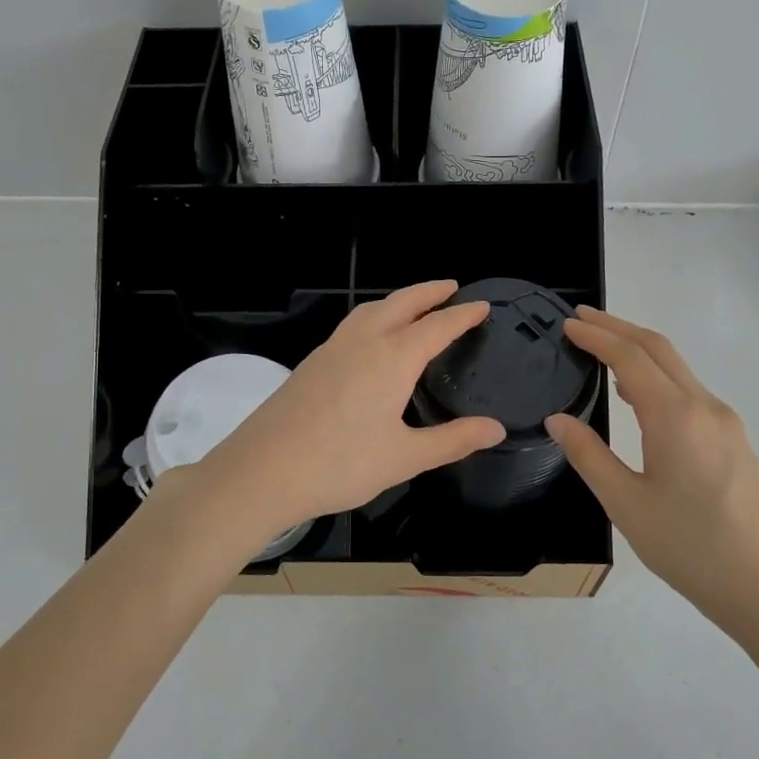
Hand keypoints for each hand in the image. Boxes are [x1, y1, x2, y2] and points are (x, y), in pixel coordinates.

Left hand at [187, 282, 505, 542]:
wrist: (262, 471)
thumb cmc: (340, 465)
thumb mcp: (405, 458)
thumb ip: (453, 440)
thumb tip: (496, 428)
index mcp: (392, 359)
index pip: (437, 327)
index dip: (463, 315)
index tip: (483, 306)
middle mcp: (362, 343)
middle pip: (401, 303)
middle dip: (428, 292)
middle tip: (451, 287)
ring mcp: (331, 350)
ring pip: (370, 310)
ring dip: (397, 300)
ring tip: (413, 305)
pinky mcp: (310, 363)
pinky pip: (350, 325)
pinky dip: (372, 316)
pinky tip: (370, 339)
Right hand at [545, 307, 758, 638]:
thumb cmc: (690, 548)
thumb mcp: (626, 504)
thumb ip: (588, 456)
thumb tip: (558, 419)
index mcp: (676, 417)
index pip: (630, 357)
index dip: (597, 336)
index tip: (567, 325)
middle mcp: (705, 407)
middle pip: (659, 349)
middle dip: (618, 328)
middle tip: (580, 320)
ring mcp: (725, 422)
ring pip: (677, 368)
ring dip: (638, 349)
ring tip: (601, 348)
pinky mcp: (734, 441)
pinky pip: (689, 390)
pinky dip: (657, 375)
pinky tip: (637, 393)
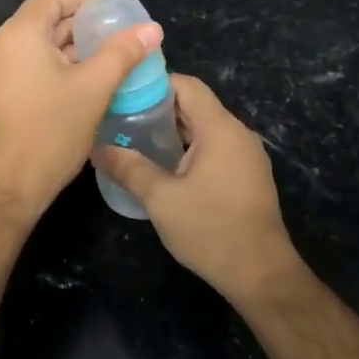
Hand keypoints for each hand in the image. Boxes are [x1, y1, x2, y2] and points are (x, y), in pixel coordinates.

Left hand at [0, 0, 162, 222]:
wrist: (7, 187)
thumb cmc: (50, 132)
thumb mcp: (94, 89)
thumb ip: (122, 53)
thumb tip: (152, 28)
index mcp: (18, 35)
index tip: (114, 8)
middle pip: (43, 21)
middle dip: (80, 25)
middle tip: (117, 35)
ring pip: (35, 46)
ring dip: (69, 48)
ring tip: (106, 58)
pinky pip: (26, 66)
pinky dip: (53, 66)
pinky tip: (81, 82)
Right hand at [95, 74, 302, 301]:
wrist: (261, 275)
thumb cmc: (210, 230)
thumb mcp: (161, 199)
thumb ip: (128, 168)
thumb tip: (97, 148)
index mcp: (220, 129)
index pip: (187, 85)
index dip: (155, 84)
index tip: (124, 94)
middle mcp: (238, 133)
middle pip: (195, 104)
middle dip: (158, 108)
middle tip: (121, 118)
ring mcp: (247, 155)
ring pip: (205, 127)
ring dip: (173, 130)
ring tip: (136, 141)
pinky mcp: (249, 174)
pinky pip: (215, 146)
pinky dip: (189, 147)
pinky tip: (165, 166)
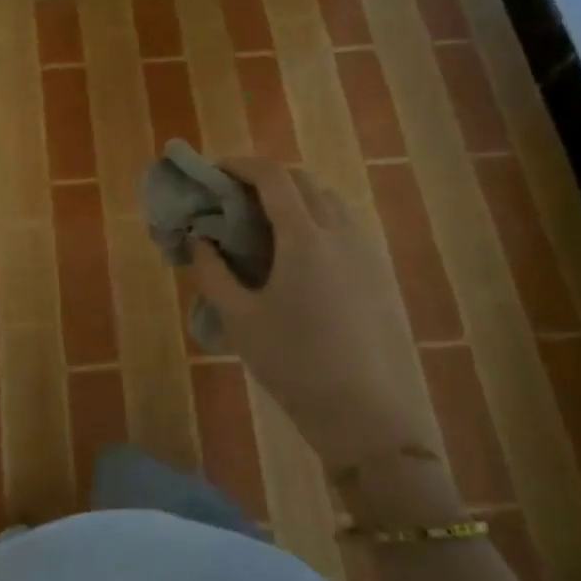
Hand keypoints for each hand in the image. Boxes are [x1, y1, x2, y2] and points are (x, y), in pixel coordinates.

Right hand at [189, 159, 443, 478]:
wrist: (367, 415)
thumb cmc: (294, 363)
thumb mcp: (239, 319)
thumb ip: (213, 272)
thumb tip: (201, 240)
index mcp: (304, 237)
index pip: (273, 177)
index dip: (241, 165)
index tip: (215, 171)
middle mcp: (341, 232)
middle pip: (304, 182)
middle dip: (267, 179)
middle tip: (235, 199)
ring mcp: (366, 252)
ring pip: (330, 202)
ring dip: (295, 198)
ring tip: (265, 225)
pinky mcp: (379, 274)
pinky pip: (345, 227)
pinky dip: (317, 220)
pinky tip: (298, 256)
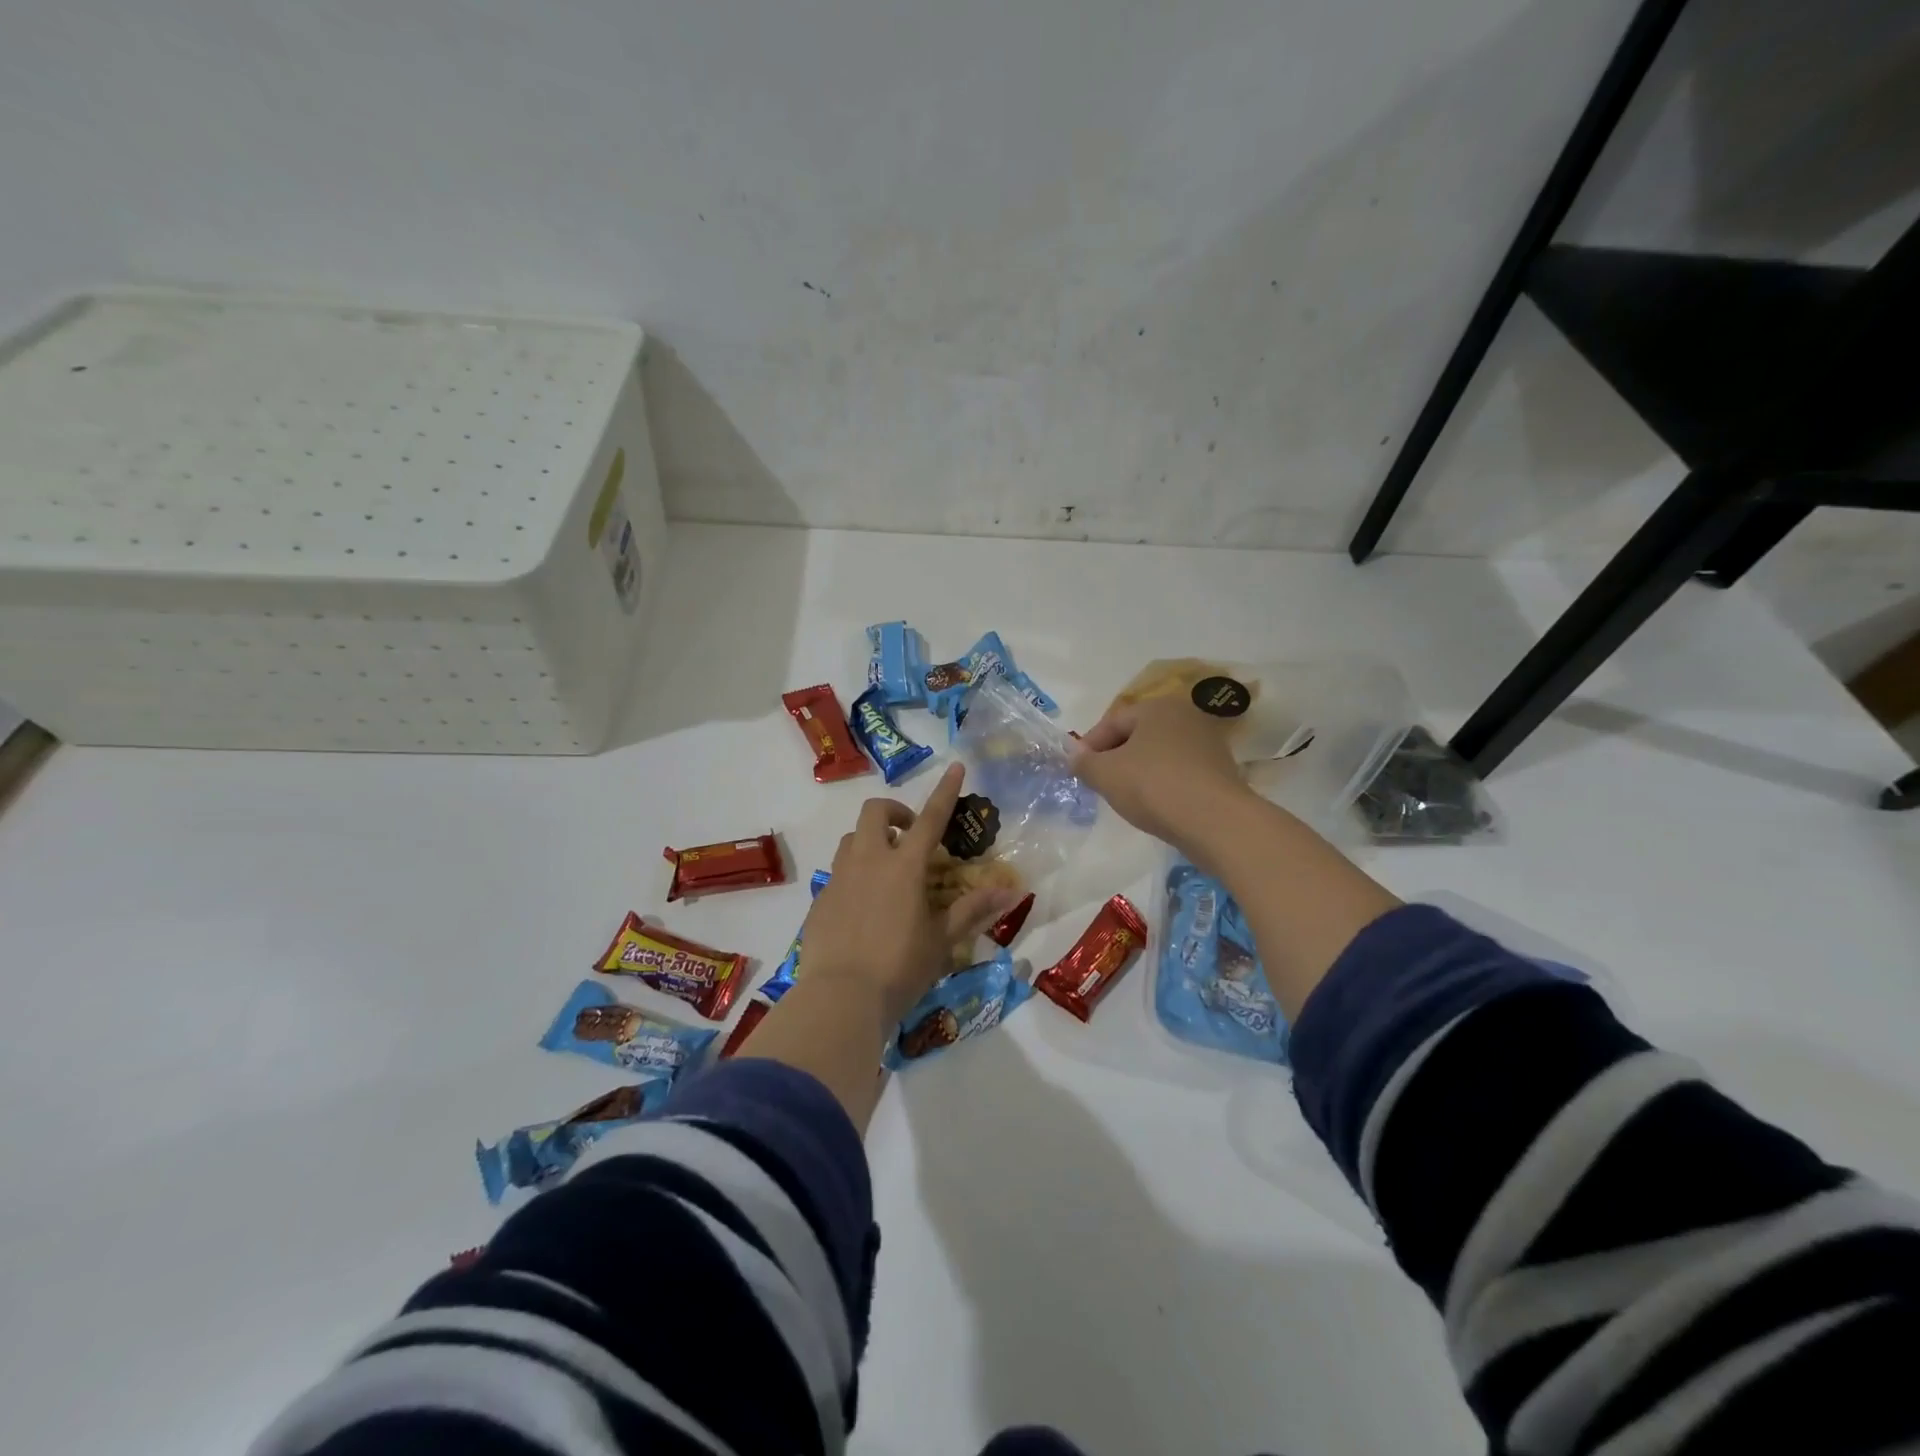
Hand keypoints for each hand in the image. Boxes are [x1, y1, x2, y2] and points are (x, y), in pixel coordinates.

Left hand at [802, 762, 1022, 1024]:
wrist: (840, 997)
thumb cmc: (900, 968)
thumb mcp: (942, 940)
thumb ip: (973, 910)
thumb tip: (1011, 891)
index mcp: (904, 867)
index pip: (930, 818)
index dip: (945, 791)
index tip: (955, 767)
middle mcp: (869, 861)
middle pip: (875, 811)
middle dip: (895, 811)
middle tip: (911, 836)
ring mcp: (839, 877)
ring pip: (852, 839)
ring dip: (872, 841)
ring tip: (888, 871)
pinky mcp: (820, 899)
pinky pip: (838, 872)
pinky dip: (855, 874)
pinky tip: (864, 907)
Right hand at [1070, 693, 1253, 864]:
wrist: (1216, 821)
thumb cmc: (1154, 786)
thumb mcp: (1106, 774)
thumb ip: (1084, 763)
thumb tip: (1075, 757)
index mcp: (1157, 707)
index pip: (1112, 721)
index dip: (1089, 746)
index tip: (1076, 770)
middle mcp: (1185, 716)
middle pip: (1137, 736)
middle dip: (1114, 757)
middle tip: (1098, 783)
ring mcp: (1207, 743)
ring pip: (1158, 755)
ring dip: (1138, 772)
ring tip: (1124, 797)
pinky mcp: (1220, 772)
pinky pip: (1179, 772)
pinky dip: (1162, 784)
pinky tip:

=-=-=-=-=

## [Exercise directions]
Copy every line of the entries above in which "Right" occurs.

## [Task solution]
Right hand at [545, 307, 758, 638]:
Right hand at [95, 74, 302, 301]:
Right hand at [189, 159, 443, 478]:
Right hand at [1070, 693, 1253, 864]:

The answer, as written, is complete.